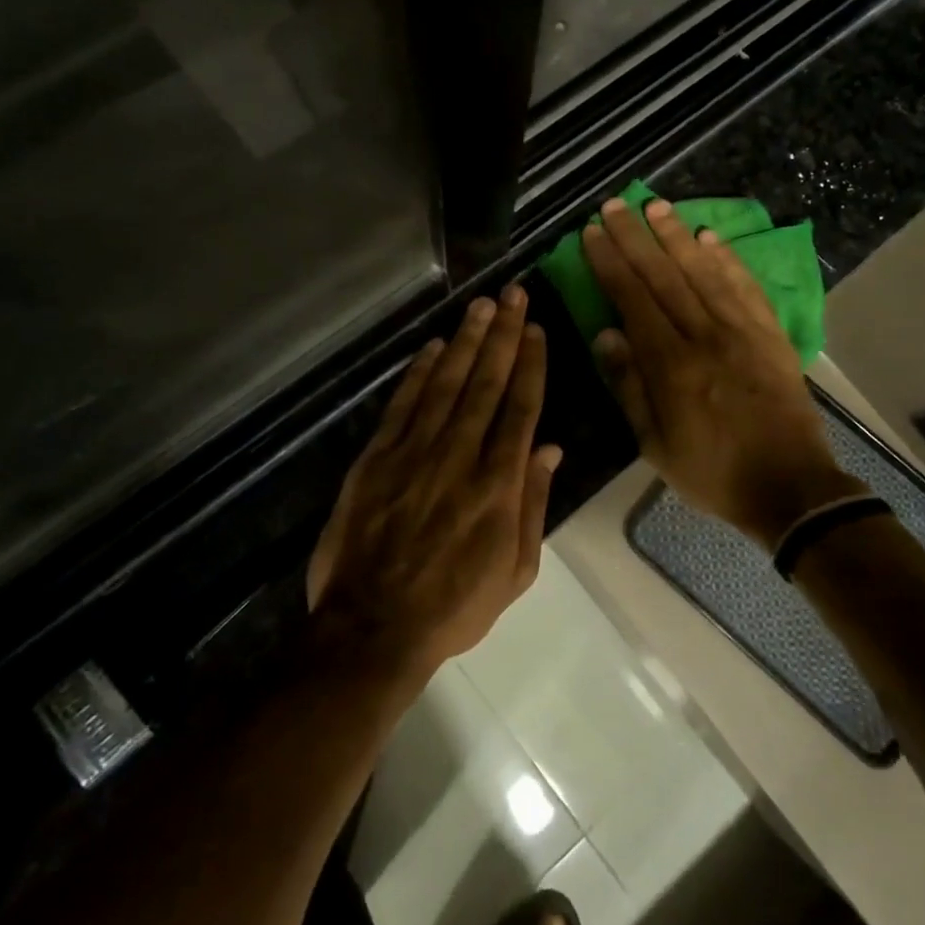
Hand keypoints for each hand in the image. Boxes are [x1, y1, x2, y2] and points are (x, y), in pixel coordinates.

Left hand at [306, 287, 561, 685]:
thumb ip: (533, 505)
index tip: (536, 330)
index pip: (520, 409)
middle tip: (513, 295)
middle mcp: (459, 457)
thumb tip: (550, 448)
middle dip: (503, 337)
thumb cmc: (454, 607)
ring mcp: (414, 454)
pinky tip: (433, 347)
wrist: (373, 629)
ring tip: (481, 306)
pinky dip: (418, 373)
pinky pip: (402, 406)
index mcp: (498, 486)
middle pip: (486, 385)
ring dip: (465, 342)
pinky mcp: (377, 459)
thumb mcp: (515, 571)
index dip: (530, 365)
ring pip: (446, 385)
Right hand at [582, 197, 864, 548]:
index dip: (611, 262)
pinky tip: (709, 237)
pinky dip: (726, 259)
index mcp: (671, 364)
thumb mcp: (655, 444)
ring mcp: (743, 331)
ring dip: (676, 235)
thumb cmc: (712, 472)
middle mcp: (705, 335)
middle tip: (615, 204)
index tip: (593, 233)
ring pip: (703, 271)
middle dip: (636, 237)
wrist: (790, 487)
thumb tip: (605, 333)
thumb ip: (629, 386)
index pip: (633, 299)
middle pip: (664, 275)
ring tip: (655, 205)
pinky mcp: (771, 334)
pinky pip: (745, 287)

□ □ □

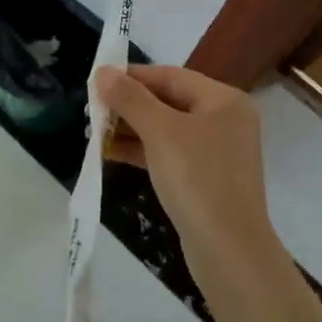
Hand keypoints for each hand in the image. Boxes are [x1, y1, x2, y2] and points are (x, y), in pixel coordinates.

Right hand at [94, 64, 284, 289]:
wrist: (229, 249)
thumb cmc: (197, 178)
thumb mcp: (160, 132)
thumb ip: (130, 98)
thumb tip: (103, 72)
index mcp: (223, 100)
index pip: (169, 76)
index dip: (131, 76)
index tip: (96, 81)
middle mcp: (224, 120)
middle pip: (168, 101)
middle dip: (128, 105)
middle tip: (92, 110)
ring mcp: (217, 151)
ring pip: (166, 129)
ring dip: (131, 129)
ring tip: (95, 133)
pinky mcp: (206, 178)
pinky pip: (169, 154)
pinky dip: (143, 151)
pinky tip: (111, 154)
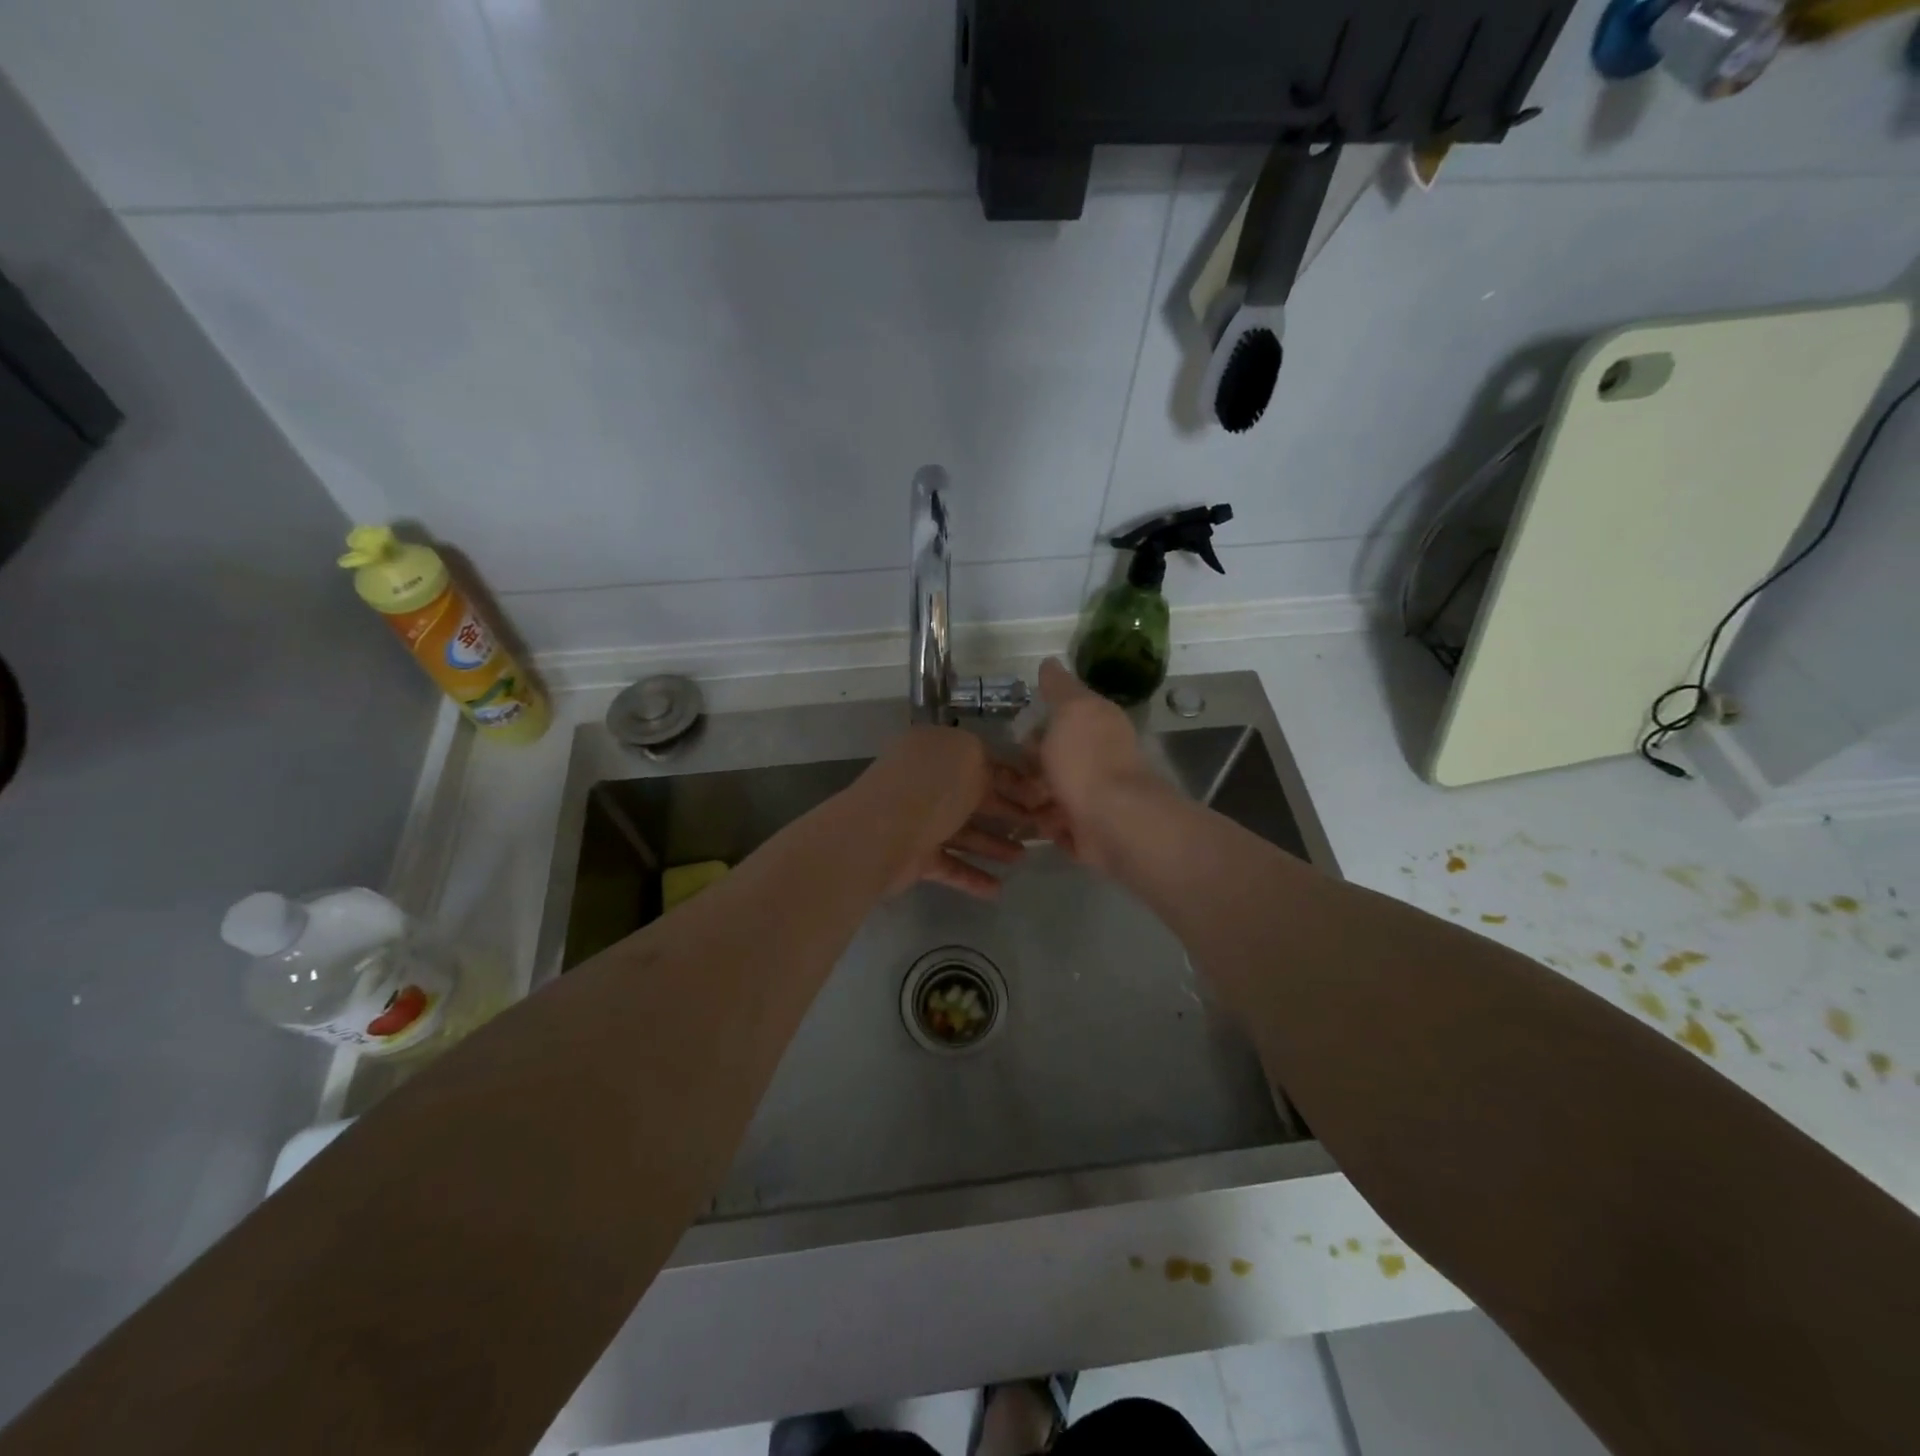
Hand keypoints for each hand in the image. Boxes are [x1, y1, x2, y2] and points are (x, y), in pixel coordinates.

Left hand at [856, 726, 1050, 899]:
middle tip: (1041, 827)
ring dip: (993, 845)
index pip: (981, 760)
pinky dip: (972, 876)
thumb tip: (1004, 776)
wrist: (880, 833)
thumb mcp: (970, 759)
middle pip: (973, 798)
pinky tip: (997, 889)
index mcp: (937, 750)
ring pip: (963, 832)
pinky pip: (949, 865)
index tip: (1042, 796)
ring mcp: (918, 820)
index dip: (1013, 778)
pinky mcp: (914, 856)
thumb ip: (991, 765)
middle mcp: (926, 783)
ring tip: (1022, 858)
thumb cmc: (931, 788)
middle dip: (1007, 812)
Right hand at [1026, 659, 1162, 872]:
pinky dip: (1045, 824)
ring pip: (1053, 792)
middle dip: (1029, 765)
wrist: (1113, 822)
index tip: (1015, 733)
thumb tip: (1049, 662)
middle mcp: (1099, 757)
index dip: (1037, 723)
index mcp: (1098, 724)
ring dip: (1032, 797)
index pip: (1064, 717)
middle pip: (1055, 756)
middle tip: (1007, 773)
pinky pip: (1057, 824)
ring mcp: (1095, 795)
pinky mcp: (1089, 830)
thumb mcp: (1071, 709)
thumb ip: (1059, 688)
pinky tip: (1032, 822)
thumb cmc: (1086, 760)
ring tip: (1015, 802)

□ □ □

Directions | Reproduce word for word, with pictures dropped, only the part of the material above that opens with the line containing "index tip: (96, 81)" and closes with the line containing "ring tip: (1015, 802)".

Task output |
index tip: (96, 81)
middle mcp: (224, 120)
middle pip: (168, 101)
middle dip: (128, 105)
middle tip: (92, 110)
ring mcp: (217, 151)
ring pip: (166, 129)
ring dip: (131, 129)
ring tip: (95, 133)
pinky mcp: (206, 178)
pinky pip: (169, 154)
pinky dip: (143, 151)
pinky tip: (111, 154)
Hand keypoints for each hand in the image. Boxes are [x1, y1, x2, y2] and points are (x, y), in pixel coordinates.

Left hand at [856, 726, 1050, 899]:
middle tip: (1041, 827)
ring dip: (993, 845)
index pip: (981, 760)
pinky dip: (972, 876)
thumb tip: (1004, 776)
wrist: (880, 833)
thumb mcp: (970, 759)
middle pip: (973, 798)
pinky tip: (997, 889)
index mcp: (937, 750)
ring pip: (963, 832)
pinky pip: (949, 865)
index tip: (1042, 796)
ring mcp: (918, 820)
index dip: (1013, 778)
pinky mcp: (914, 856)
thumb ip: (991, 765)
middle mcp: (926, 783)
ring tip: (1022, 858)
thumb cmc: (931, 788)
middle dip: (1007, 812)
Right hand at [1026, 659, 1162, 872]:
pinky dip: (1045, 824)
ring pip: (1053, 792)
middle dip: (1029, 765)
wrist: (1113, 822)
index tip: (1015, 733)
thumb tip: (1049, 662)
middle mcp: (1099, 757)
index dip: (1037, 723)
index mcp: (1098, 724)
ring dip: (1032, 797)
index pip: (1064, 717)
middle pip: (1055, 756)
middle tip: (1007, 773)
pinky pip: (1057, 824)
ring mcp: (1095, 795)
pinky mcp: (1089, 830)
thumb mcp: (1071, 709)
thumb ip: (1059, 688)
pinky tip: (1032, 822)
thumb cmc: (1086, 760)
ring tip: (1015, 802)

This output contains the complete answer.